These States Have Cracked Down On Divisive University DEI Policies
Charlie Kirk Staff
01/05/2025

The times are changing, and Diversity, Equity, and Inclusion initiatives are dying.
More than a dozen states have taking a stand against DEI being used at colleges and universities, some even before the Supreme Court ruled against affirmative action.
Among them are Alabama, Idaho, Iowa, Indiana, Kansas, Utah, and Wyoming who signed legislation against DEI practices a year after Florida, North Carolina, Tennessee, Texas, and North Dakota did the same.
Even Democrat Kansas Governor Laura Kelly signed anti-DEI legislation, though she said that she had some concerns.
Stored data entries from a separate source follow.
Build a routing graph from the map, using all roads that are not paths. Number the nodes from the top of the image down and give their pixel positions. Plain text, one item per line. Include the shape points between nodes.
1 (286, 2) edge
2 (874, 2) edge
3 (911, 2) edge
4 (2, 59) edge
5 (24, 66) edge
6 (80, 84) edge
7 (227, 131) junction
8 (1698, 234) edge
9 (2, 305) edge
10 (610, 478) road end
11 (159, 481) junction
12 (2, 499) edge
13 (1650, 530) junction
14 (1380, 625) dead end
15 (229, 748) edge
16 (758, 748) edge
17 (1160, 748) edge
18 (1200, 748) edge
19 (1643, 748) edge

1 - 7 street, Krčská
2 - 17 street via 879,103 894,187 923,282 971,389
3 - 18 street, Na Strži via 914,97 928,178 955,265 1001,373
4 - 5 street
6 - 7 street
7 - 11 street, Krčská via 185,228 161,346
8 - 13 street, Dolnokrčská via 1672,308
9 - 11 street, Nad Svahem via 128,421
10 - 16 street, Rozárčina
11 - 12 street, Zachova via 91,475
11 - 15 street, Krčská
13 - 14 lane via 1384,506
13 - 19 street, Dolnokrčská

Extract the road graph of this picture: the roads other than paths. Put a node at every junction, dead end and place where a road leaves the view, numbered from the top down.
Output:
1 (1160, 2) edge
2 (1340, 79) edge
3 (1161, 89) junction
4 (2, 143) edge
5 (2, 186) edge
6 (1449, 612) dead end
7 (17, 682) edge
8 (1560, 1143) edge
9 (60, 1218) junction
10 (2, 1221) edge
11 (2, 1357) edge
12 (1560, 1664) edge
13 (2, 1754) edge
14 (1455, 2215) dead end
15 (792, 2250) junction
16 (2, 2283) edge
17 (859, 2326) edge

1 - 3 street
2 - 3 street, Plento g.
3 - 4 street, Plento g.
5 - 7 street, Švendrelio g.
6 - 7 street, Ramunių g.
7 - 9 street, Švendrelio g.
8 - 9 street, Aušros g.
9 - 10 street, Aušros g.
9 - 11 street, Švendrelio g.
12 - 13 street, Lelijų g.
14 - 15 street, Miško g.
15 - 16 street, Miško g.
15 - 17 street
“While I have concerns about this legislation, I don’t believe that the conduct targeted in this legislation occurs in our universities,” she said, Fox News reported.
In January, Republican Utah Gov. Spencer Cox signed legislation that will prevent colleges and universities from engaging in “discriminatory practices” including those “that an individual, by virtue of the individual’s personal identity characteristics, bears responsibility for actions committed in the past by other individuals with the same personal identity characteristics.”
Republican Gov. Kay Ivey of Alabama signed SB 129 in March.
The legislation prevents certain DEI offices, and the “promotion, endorsement, and affirmation of certain divisive concepts in certain public settings.”
It also bans “divisive concepts,” such as “that any individual should accept, acknowledge, affirm, or assent to a sense of guilt, complicity, or a need to apologize on the basis of his or her race, color, religion, sex, ethnicity, or national origin” and “that meritocracy or traits such as a hard work ethic are racist or sexist.”
Similarly in March Indiana adopted legislation that says educators”shall not promote in any course certain concepts related to race or sex.”
In May, Iowa Gov. Kim Reynolds signed funding legislation that prohibits “any effort to promote, as the official position of the public institution of higher education, a particular, widely contested opinion referencing unconscious or implicit bias, cultural appropriation, allyship, transgender ideology, microaggressions, group marginalization, antiracism, systemic oppression, social justice, intersectionality, nee-pronouns, heteronormativity, disparate impact, gender theory, racial privilege, sexual privilege, or any related formulation of these concepts.”
And Idaho passed legislation that said colleges and universities may not “require specific structures or activities related to DEI.”